Aim of the task:
Below are some records. Copy every line in them that holds "gradient".
(Beginning of Task material)
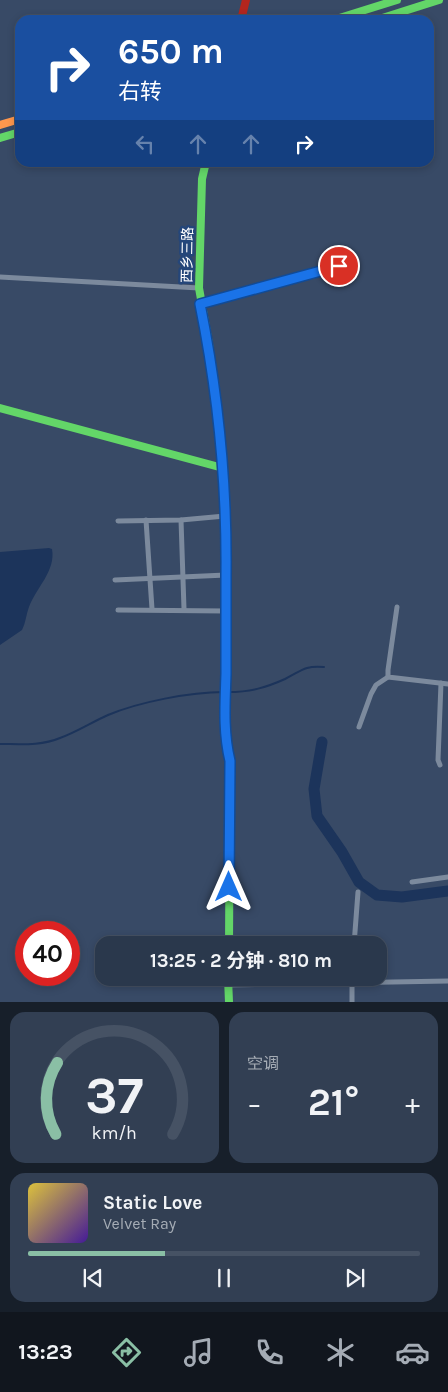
<!DOCTYPE html>
<html lang="zh">
<meta charset="utf-8">
<style>
:root{--surface:#2a384c;--page:#323f53;--text:#f1f3f6;--muted:#a5acb5;--line:#465264;--accent:#8abfa5}
body{margin:0;font-family:Karla,"Noto Sans SC",sans-serif;background:var(--page);color:var(--text);height:100vh;display:flex;flex-direction:column;font-size:19px;white-space:nowrap}
*{box-sizing:border-box;margin:0}
p{font-size:16px;color:var(--muted)}
.icon{flex:none;width:28px;height:28px;fill:none;stroke:currentColor;stroke-width:2;stroke-linecap:round;stroke-linejoin:round}
.map{position:relative;height:1002px;overflow:hidden}
.drawer{display:flex;flex-direction:column;gap:10px;padding:10px;background:#171f2a;flex:1}
.drawer>*{flex:none}
.top-card{position:absolute;left:15px;top:15px;width:419px;height:152px;border-radius:15px;box-shadow:0 2px 8px #0003,0 0 0 1px var(--line);background:#1a4fa0;color:#fff;overflow:hidden}
.speed{position:absolute;left:15px;top:921px;display:flex;gap:10px;font-size:25px;font-weight:700;text-align:center}
.speed>*{display:grid;place-content:center;width:65px;height:65px;border-radius:50%;background:var(--surface);box-shadow:0 2px 8px #0003,0 0 0 1px var(--line);line-height:1}
.speed .limit{border:8px solid #d22;background:#fff;color:#111}
.pin{position:absolute;display:grid;place-items:center;width:42px;height:42px;color:#fff;margin:-21px;border:2px solid #fff;border-radius:50%;box-shadow:0 1px 5px #0007}
.me{position:absolute;width:55px;margin:-28px;rotate:0deg;stroke-linejoin:round;filter:drop-shadow(0 0 4px #0008)}
.turn{display:flex;align-items:center;gap:18px;height:105px;padding:0 20px;font-size:22px}
.turn .icon{width:65px;height:65px;stroke-width:2.5}
.turn b{display:block;font-size:35px;line-height:42px}
.lanes{display:flex;align-items:center;height:48px;padding:0 20px;background:#0003;justify-content:center;gap:25px;direction:ltr}
.lanes .off{opacity:.35}
.big{font-size:38px;font-weight:700;line-height:1.1}
.drawer .tile{flex:1;display:flex;flex-direction:column;justify-content:center;gap:8px;min-width:0;padding:0 18px;border-radius:15px;background:var(--page)}
.drawer .dial{align-items:center;gap:0}
.dial svg{height:130px;overflow:visible;fill:none;stroke:var(--line);stroke-width:7;stroke-linecap:round;text-anchor:middle}
.dial text{fill:var(--text);stroke:none}
.song{display:flex;align-items:center;gap:15px}
.cover{width:60px;height:60px;border-radius:8px;background:linear-gradient(135deg,hsl(50 70% 55%),hsl(260 70% 35%))}
.played{height:5px;border-radius:2px;background:linear-gradient(90deg,var(--accent) 35%,var(--line) 35%)}
.keys{display:flex;justify-content:space-around;direction:ltr}
.heat{display:flex;justify-content:space-between;align-items:center;font-size:28px;direction:ltr}
.drawer .tiles{flex:1;display:grid;gap:10px;grid-template-columns:1fr 1fr}
.tile:last-child{grid-column:span 2}
.trip{position:absolute;left:95px;top:936px;width:292px;height:50px;border-radius:15px;background:var(--surface);box-shadow:0 2px 8px #0003,0 0 0 1px var(--line);font-weight:700;line-height:50px;text-align:center}
.dock{display:flex;height:80px;justify-content:space-around;align-items:center;background:#11161e;color:var(--muted)}
.dock .icon{width:35px;height:35px}
.dock .current{color:var(--accent)}
.dock b{font-size:22px;color:var(--text)}
.map>svg:first-child{display:block}
.water{fill:#1c345b}
.lines{fill:none;stroke-linecap:round;stroke-linejoin:round}
.stream{stroke:#1c345b;stroke-width:2}
.river{stroke:#1c345b;stroke-width:11}
.street{stroke:#7c8a9d;stroke-width:5}
.fast{stroke:#63d668;stroke-width:8}
.slow{stroke:#ff974d;stroke-width:8}
.jam{stroke:#b3261e;stroke-width:8}
.route-casing{stroke:#114b97;stroke-width:12}
.route{stroke:#1a73e8;stroke-width:9}
.labels{text-anchor:middle;stroke-width:5;stroke-linejoin:round;paint-order:stroke}
.street-label{font-size:14px;fill:#fff;stroke:#24467a}
</style>
<div class="map">
<svg width="448" height="1002" viewBox="0 0 448 1002">
<rect width="100%" height="100%" fill="#384a66"/>
<path class="water" d="M49,548L52,549C56,571 36,588 29,607C26,615 26,622 22,630L0,645V552Z"/>
<g class="lines">
<g class="stream">
<path d="M228,692C250,692 265,688 285,679C301,671 305,665 324,667"/>
<path d="M0,744C20,744 41,746 60,738C77,732 92,722 108,715C139,702 190,692 224,692"/>
</g>
<path class="river" d="M322,742L314,789L317,816L342,852L359,882L377,895L402,897L448,891"/>
<g class="street">
<path d="M0,277L199,288"/>
<path d="M200,304L339,266"/>
<path d="M146,520L152,609"/>
<path d="M181,520L184,609"/>
<path d="M118,521L181,520L225,516"/>
<path d="M115,580L226,575"/>
<path d="M397,607L388,670V677L448,684"/>
<path d="M118,610L225,611"/>
<path d="M359,727L371,694L376,685L388,677"/>
<path d="M440,765L438,760L441,683"/>
<path d="M412,882L448,877"/>
<path d="M354,945L358,892"/>
<path d="M352,978V1002"/>
<path d="M228,985L448,981"/>
</g>
<g class="fast">
<path d="M333,20L397,0"/>
<path d="M376,20L439,0"/>
<path d="M0,138L20,132"/>
<path d="M206,162L202,179L199,288L209,344L223,468L224,501"/>
<path d="M0,408L223,468"/>
<path d="M229,945L230,772"/>
<path d="M228,978L229,1002"/>
</g>
<g class="slow">
<path d="M0,125L20,119"/>
<path d="M224,501L226,575L225,718L230,772"/>
</g>
<path class="jam" d="M241,20L246,0"/>
</g>
<g class="lines">
<g class="route-casing">
<path id="route" d="M229,887L230,761C223,732 225,704 226,674C226,641 226,608 226,575C227,485 218,393 200,304L339,266"/>
</g>
<use href="#route" class="route"/>
</g>
<g class="labels">
<g class="street-label">
<text transform="translate(187 255) rotate(-89)" y="5">西乡三路</text>
</g>
</g>
</svg>
<div class="speed"><div class="limit">40</div></div>
<div class="pin" style="left:339px;top:266px;background:#d93025"><svg class="icon" aria-label="arrive" viewBox="0 0 24 24"><path d="M6 21V4h12l-3 4 3 4H6"/></svg></div>
<svg class="me" style="left:229px;top:887px" viewBox="-20 -20 40 40"><path d="M0-17L14 15 0 8-14 15z" fill="#1a73e8" stroke="#fff" stroke-width="4"/></svg>
<div class="trip">13:25 · 2 分钟 · 810 m</div>
<div class="top-card">
<div class="turn"><svg class="icon" aria-label="right" viewBox="0 0 24 24"><path d="M7 20v-9h11M14 6l5 5-5 5"/></svg><div><b>650 m</b>右转</div></div>
<div class="lanes"><svg class="icon off" aria-label="left" viewBox="0 0 24 24"><path d="M17 20v-9H6M10 6l-5 5 5 5"/></svg><svg class="icon off" aria-label="ahead" viewBox="0 0 24 24"><path d="M12 20V5M6 11l6-6 6 6"/></svg><svg class="icon off" aria-label="ahead" viewBox="0 0 24 24"><path d="M12 20V5M6 11l6-6 6 6"/></svg><svg class="icon" aria-label="right" viewBox="0 0 24 24"><path d="M7 20v-9h11M14 6l5 5-5 5"/></svg></div>
</div>
</div>
<section class="drawer">
<div class="tiles">
<div class="tile dial"><svg viewBox="0 0 100 80">
<path d="M14 69A42 42 0 1 1 86 69"/>
<path d="M14 69A42 42 0 0 1 15 25" stroke="#8abfa5"/>
<text x="50" y="56" font-size="32" font-weight="700">37</text>
<text x="50" y="72" font-size="11">km/h</text>
</svg></div>
<div class="tile"><p>空调</p>
<div class="heat"><a>−</a><b class="big">21°</b><a>+</a></div>
</div>
<div class="tile">
<div class="song"><i class="cover"></i><div><b>Static Love</b><p>Velvet Ray</p></div></div>
<div class="played"></div>
<div class="keys"><svg class="icon" aria-label="previous" viewBox="0 0 24 24"><path d="M18 5L8 12l10 7zM5 5v14"/></svg><svg class="icon" aria-label="pause" viewBox="0 0 24 24"><path d="M8 5v14M16 5v14"/></svg><svg class="icon" aria-label="next" viewBox="0 0 24 24"><path d="M6 5l10 7-10 7zM19 5v14"/></svg></div>
</div>
</div>
</section>
<nav class="dock">
<b>13:23</b>
<svg class="icon current" aria-label="directions" viewBox="0 0 24 24"><path d="M12 3l9 9-9 9-9-9zM9 14v-3h6M13 9l2 2-2 2"/></svg>
<svg class="icon" aria-label="music" viewBox="0 0 24 24"><path d="M9 18V5l10-2v13"/><circle cx="6" cy="18" r="3"/><circle cx="16" cy="16" r="3"/></svg>
<svg class="icon" aria-label="phone" viewBox="0 0 24 24"><path d="M5 4h4l2 5-3 2q2 4 5 5l2-3 5 2v4C11 20 4 13 5 4z"/></svg>
<svg class="icon" aria-label="climate" viewBox="0 0 24 24"><path d="M12 3v18M4 7l16 10M4 17L20 7"/></svg>
<svg class="icon" aria-label="car" viewBox="0 0 24 24"><path d="M5 17H2v-5l4-1 3-4h7l3 4 3 1v5h-3M9 17h6M6 11h13"/><circle cx="7" cy="17" r="2"/><circle cx="17" cy="17" r="2"/></svg>
</nav>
(End of Task material)
Answer to the problem:
.cover{width:60px;height:60px;border-radius:8px;background:linear-gradient(135deg,hsl(50 70% 55%),hsl(260 70% 35%))}
.played{height:5px;border-radius:2px;background:linear-gradient(90deg,var(--accent) 35%,var(--line) 35%)}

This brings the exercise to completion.